À force d’attendre, Madrid commence à douter. Eduardo Camavinga, annoncé comme un futur patron du Real Madrid, peine toujours à justifier les espoirs placés en lui. Et cette fois, le crédit n’est plus illimité.
Le problème n’est pas le talent. Il saute aux yeux. Mais au plus haut niveau, le talent brut est une base, pas une finalité. Trois saisons après son arrivée en provenance du Stade Rennais, Camavinga reste un joueur d’impact… intermittent. Trop intermittent.
Un match référence, puis deux prestations quelconques. Une montée en puissance, puis un trou d’air. Cette irrégularité chronique commence à lasser en interne. Car à Madrid, la patience n’est pas une vertu cardinale : c’est une variable d’ajustement.

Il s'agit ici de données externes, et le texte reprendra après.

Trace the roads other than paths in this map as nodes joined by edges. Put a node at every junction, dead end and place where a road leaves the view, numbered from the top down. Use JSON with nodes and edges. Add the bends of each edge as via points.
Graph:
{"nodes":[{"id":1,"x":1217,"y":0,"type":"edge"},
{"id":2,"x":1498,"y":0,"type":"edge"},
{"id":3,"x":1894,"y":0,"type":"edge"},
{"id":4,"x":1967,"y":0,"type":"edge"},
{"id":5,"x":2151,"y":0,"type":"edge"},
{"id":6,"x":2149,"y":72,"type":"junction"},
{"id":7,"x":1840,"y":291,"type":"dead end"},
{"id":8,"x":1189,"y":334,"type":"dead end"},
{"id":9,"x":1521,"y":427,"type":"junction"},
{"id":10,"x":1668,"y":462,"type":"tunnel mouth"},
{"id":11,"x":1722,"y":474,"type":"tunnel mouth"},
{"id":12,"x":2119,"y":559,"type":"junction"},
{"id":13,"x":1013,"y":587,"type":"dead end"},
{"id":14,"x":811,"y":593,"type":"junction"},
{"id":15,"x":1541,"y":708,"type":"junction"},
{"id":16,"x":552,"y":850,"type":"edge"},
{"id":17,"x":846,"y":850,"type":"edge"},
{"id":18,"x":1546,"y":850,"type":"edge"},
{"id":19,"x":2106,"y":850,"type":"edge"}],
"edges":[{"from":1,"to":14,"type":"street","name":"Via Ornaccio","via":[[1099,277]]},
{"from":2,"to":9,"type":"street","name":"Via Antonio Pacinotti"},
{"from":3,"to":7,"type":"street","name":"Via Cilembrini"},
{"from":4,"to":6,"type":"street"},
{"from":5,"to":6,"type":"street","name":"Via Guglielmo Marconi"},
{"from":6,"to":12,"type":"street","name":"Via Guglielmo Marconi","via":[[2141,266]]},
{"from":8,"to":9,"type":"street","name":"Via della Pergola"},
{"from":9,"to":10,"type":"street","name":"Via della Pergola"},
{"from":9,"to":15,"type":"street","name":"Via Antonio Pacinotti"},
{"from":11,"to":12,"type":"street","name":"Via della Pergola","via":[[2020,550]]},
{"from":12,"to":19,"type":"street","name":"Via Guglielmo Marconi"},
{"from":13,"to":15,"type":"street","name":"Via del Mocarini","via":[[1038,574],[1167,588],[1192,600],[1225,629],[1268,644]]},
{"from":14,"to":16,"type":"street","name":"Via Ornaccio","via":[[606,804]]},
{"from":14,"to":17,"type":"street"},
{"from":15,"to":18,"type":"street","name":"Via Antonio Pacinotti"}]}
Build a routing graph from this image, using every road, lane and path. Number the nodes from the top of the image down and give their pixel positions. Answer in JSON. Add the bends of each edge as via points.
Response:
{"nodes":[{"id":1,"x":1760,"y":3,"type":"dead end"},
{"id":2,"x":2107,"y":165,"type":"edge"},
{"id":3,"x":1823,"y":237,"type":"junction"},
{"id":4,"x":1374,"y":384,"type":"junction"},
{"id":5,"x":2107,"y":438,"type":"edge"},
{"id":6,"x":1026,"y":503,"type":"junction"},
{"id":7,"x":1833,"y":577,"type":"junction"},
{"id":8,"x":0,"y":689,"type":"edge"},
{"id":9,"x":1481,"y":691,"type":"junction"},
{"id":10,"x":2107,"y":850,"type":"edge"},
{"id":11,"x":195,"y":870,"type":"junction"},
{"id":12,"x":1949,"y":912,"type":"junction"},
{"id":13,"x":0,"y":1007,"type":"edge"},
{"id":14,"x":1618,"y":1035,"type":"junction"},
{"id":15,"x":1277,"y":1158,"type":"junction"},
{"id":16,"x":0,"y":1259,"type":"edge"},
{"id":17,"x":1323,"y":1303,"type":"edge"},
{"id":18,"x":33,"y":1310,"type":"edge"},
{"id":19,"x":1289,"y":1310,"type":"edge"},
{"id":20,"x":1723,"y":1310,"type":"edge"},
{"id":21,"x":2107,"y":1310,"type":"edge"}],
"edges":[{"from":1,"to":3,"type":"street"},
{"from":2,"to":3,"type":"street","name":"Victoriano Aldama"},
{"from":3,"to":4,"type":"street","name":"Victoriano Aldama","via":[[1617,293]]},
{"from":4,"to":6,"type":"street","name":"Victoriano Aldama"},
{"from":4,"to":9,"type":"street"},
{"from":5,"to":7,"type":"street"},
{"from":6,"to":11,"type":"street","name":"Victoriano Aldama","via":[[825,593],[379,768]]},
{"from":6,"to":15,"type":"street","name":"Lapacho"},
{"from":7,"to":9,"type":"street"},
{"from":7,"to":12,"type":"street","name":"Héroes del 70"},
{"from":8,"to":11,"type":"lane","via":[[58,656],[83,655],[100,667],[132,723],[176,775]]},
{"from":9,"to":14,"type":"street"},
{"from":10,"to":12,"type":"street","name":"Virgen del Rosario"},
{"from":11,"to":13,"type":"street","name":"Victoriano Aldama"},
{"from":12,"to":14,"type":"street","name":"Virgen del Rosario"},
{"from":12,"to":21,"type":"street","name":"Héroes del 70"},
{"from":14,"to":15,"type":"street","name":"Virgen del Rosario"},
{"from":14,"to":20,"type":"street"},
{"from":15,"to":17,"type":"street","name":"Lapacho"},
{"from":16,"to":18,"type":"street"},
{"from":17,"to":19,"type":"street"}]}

Plus inquiétant encore, son flou tactique. Ballotté entre plusieurs postes, souvent utilisé pour colmater les brèches, le Français donne l’image d’un joueur sans ancrage. Ni véritable sentinelle, ni patron du jeu, ni spécialiste d’un rôle précis. À vouloir être partout, il n’est nulle part incontournable.
Et pendant ce temps, la concurrence avance. Plus constante, plus lisible, plus fiable. Dans un club où chaque minute se mérite, Camavinga donne parfois l’impression de jouer à crédit — sur son potentiel, plus que sur ses performances.
En coulisses, le discours évolue. On ne parle plus seulement de développement, mais de rendement. Le Real Madrid ne forme pas, il exige. Et l’écart entre ce que Camavinga pourrait être et ce qu’il est réellement devient un sujet.
À 22 ans, rien n’est encore perdu. Mais à Madrid, ce n’est déjà plus tôt. Le temps des promesses s’efface. Celui des comptes a commencé.